Print out every entry that follows, exactly as written.

----

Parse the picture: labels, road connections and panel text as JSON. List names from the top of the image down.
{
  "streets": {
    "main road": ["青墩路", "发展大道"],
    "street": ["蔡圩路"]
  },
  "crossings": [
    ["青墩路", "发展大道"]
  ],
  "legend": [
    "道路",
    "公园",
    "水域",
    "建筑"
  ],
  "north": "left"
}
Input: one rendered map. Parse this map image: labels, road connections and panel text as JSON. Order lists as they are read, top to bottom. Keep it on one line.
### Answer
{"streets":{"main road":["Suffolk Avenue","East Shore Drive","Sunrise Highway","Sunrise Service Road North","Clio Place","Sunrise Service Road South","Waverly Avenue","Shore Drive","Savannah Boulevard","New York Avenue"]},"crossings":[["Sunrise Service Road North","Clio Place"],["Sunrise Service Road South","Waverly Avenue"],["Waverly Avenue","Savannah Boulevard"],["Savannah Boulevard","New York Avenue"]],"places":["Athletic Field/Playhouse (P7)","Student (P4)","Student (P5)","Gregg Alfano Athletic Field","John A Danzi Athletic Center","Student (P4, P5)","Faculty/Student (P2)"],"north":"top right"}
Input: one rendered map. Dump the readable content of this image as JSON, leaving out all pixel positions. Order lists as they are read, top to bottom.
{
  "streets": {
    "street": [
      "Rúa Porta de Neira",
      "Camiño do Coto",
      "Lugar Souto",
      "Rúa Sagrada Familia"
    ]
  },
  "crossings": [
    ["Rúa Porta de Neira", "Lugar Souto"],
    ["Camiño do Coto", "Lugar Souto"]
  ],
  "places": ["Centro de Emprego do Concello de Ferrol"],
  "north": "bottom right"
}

----

→ FINISHED TASK
Parse the picture: labels, road connections and panel text as JSON. List names from the top of the image down.
{
  "streets": {
    "main road": ["青墩路", "发展大道"],
    "street": ["蔡圩路"]
  },
  "crossings": [
    ["青墩路", "发展大道"]
  ],
  "legend": [
    "道路",
    "公园",
    "水域",
    "建筑"
  ],
  "north": "left"
}
Input: one rendered map. Parse this map image: labels, road connections and panel text as JSON. Order lists as they are read, top to bottom. Keep it on one line.
### Answer
{"streets":{"main road":["Suffolk Avenue","East Shore Drive","Sunrise Highway","Sunrise Service Road North","Clio Place","Sunrise Service Road South","Waverly Avenue","Shore Drive","Savannah Boulevard","New York Avenue"]},"crossings":[["Sunrise Service Road North","Clio Place"],["Sunrise Service Road South","Waverly Avenue"],["Waverly Avenue","Savannah Boulevard"],["Savannah Boulevard","New York Avenue"]],"places":["Athletic Field/Playhouse (P7)","Student (P4)","Student (P5)","Gregg Alfano Athletic Field","John A Danzi Athletic Center","Student (P4, P5)","Faculty/Student (P2)"],"north":"top right"}
Input: one rendered map. Dump the readable content of this image as JSON, leaving out all pixel positions. Order lists as they are read, top to bottom.
{
  "streets": {
    "street": [
      "Rúa Porta de Neira",
      "Camiño do Coto",
      "Lugar Souto",
      "Rúa Sagrada Familia"
    ]
  },
  "crossings": [
    ["Rúa Porta de Neira", "Lugar Souto"],
    ["Camiño do Coto", "Lugar Souto"]
  ],
  "places": ["Centro de Emprego do Concello de Ferrol"],
  "north": "bottom right"
}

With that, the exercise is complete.